At the Planning Commission review of Disc 2022 last night - and early this morning - I was actually quite impressed by the comments from multiple Commissioners regarding negative transportation issues of the planned project, and even the general discussion about its unavoidable impacts and uncertainly of benefits from transportation demand management... well, at least earlier in the discussion. Commissioner Shandy was particularly right on with her criticism of planned widening of Mace - presented by the developer as a kind of unquestioned religious observance - contradicts claimed benefits for people cycling and walking.
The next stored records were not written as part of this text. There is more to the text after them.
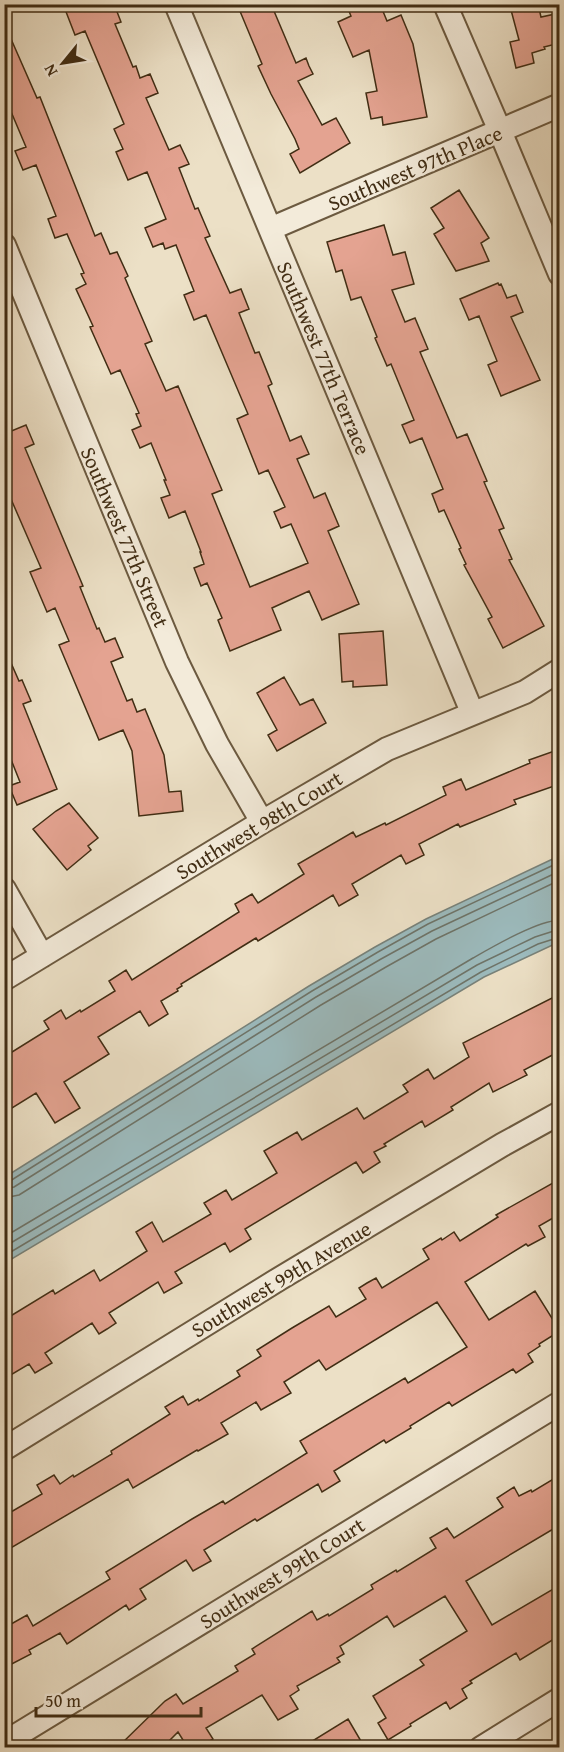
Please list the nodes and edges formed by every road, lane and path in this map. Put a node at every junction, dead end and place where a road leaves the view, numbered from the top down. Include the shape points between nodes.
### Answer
1 (176, 4) edge
2 (445, 4) edge
3 (560, 105) edge
4 (500, 131) junction
5 (270, 230) junction
6 (4, 245) edge
7 (560, 274) edge
8 (560, 670) edge
9 (560, 690) edge
10 (525, 692) junction
11 (472, 712) junction
12 (262, 822) junction
13 (4, 889) edge
14 (42, 956) junction
15 (4, 979) edge
16 (560, 1113) edge
17 (560, 1403) edge
18 (4, 1449) edge
19 (560, 1699) edge
20 (5, 1746) edge
21 (481, 1748) edge

1 - 5 street, Southwest 77th Terrace
2 - 4 street
3 - 4 street, Southwest 97th Place
4 - 5 street, Southwest 97th Place
4 - 7 street
5 - 11 street, Southwest 77th Terrace
6 - 12 street, Southwest 77th Street via 177,662 217,744
8 - 10 street, Southwest 98th Court
9 - 10 street, Southwest 98th Court
10 - 11 street, Southwest 98th Court
11 - 12 street, Southwest 98th Court via 387,749
12 - 14 street, Southwest 98th Court
13 - 14 street
14 - 15 street, Southwest 98th Court
16 - 18 street, Southwest 99th Avenue via 279,1279
17 - 20 street, Southwest 99th Court
19 - 21 street

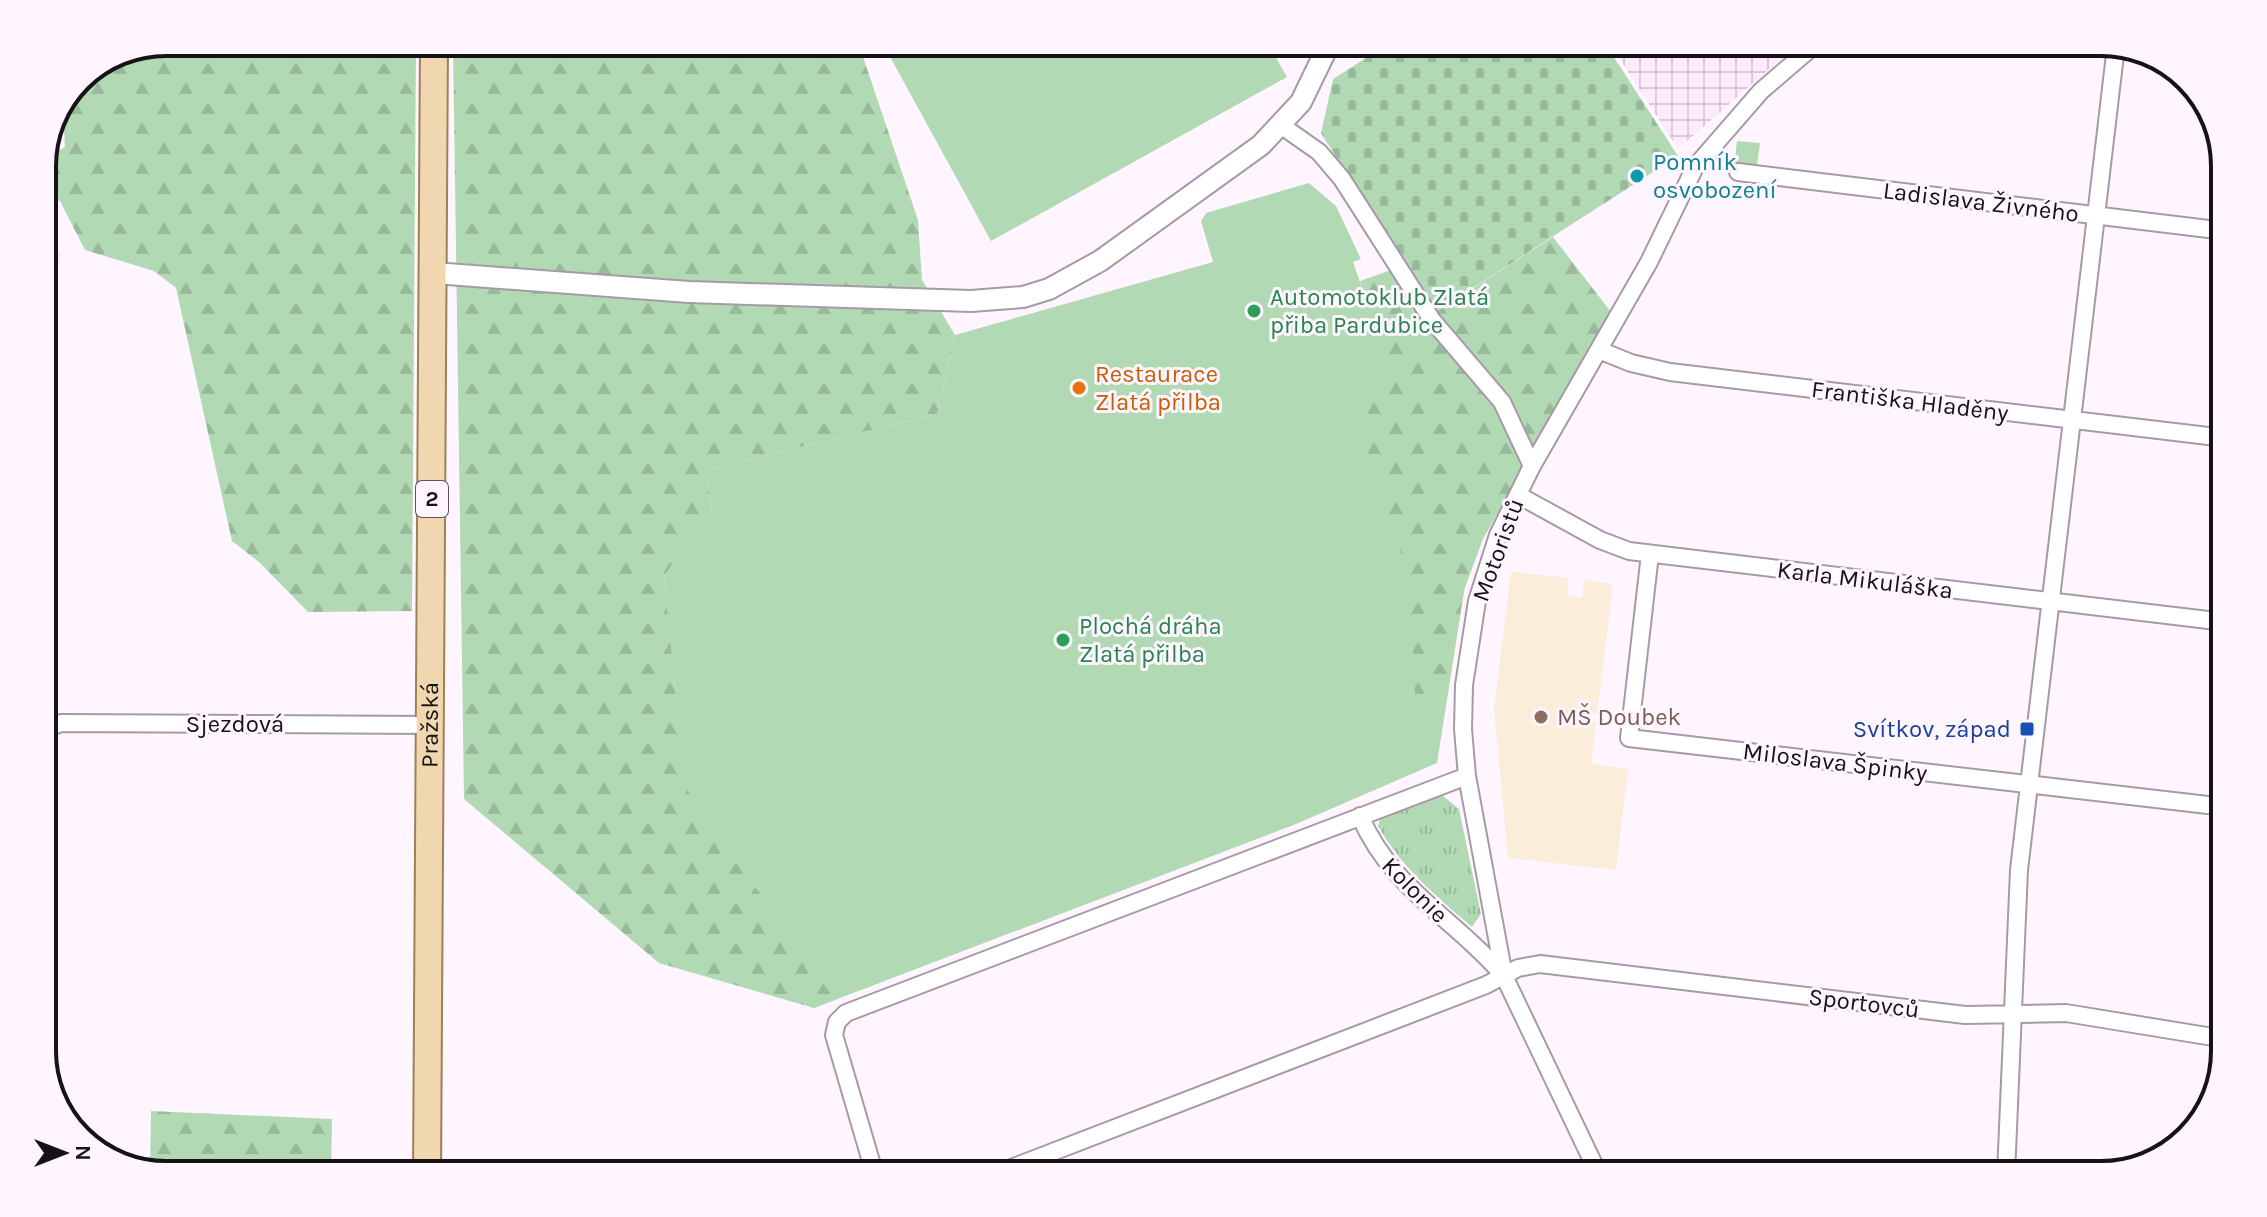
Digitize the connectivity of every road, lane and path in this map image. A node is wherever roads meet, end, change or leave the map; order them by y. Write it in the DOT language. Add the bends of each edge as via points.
graph roads {
  1 [pos="434,56"];
  2 [pos="1323,56"];
  3 [pos="1802,56"];
  4 [pos="2115,57"];
  5 [pos="1282,126"];
  6 [pos="1738,172"];
  7 [pos="2096,215"];
  8 [pos="2211,229"];
  9 [pos="434,273"];
  10 [pos="1599,350"];
  11 [pos="2072,420"];
  12 [pos="2211,436"];
  13 [pos="1532,466"];
  14 [pos="1518,495"];
  15 [pos="1650,554"];
  16 [pos="2050,601"];
  17 [pos="2211,620"];
  18 [pos="56,725"];
  19 [pos="430,725"];
  20 [pos="1467,776"];
  21 [pos="2029,784"];
  22 [pos="2211,805"];
  23 [pos="1360,816"];
  24 [pos="1504,976"];
  25 [pos="2013,1015"];
  26 [pos="2211,1037"];
  27 [pos="427,1161"];
  28 [pos="871,1161"];
  29 [pos="1029,1161"];
  30 [pos="1592,1161"];
  31 [pos="2007,1161"];
  1 -- 9 [label="main road, 2"];
  2 -- 5 [label="street" via="1301,102"];
  3 -- 10 [label="street, Motoristů" via="1761,91 1695,167"];
  4 -- 7 [label="street"];
  5 -- 9 [label="street" via="1235,167 1100,261 1061,284 1023,297 971,301 689,292"];
  5 -- 13 [label="street" via="1319,152 1342,179 1432,320 1502,402"];
  6 -- 7 [label="street, Ladislava Živného"];
  7 -- 8 [label="street, Ladislava Živného"];
  7 -- 11 [label="street"];
  9 -- 19 [label="main road, Pražská / 2"];
  10 -- 11 [label="street, Františka Hladěny" via="1670,372"];
  10 -- 13 [label="street, Motoristů"];
  11 -- 12 [label="street, Františka Hladěny"];
  11 -- 16 [label="street"];
  13 -- 14 [label="street, Motoristů"];
  14 -- 15 [label="street, Karla Mikuláška" via="1616,547"];
  14 -- 20 [label="street, Motoristů" via="1498,535 1477,601 1464,685"];
  15 -- 16 [label="street, Karla Mikuláška"];
  15 -- 21 [label="street, Miloslava Špinky" via="1629,738"];
  16 -- 17 [label="street, Karla Mikuláška"];
  16 -- 21 [label="street"];
  18 -- 19 [label="street, Sjezdová"];
  19 -- 27 [label="main road, Pražská / 2"];
  20 -- 23 [label="street"];
  20 -- 24 [label="street, Motoristů"];
  21 -- 22 [label="street, Miloslava Špinky"];
  21 -- 25 [label="street" via="2019,870"];
  23 -- 24 [label="street, Kolonie" via="1396,876"];
  23 -- 28 [label="street" via="840,1017 834,1035"];
  24 -- 25 [label="street, Sportovců" via="1540,964 1953,1014"];
  24 -- 29 [label="street"];
  24 -- 30 [label="street, Motoristů"];
  25 -- 26 [label="street, Sportovců" via="2066,1013"];
  25 -- 31 [label="street"];
}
There were other positive and thoughtful comments by a majority of Commissioners.

I knew that the grade-separated crossing of Mace was a kind of sneakily-hidden prize and tried to point out in my sort of sloppy recorded comment that that a safer crossing of Mace would not on its own make DISC 2020 excellent for cycling (this is better than "cycle-friendly"), because of distance from Downtown and places further west, and besides that, safe crossings directly to the south along Mace across 80 would cost many millions and be very complicated (and at least in my head I know that Caltrans District 3 and the Yolo County Transportation District have withdrawn the earlier plan - it was supposed to be built first! - of a new bike and ped bridge across the Bypass as part of the I-80 Managed Lanes Project.)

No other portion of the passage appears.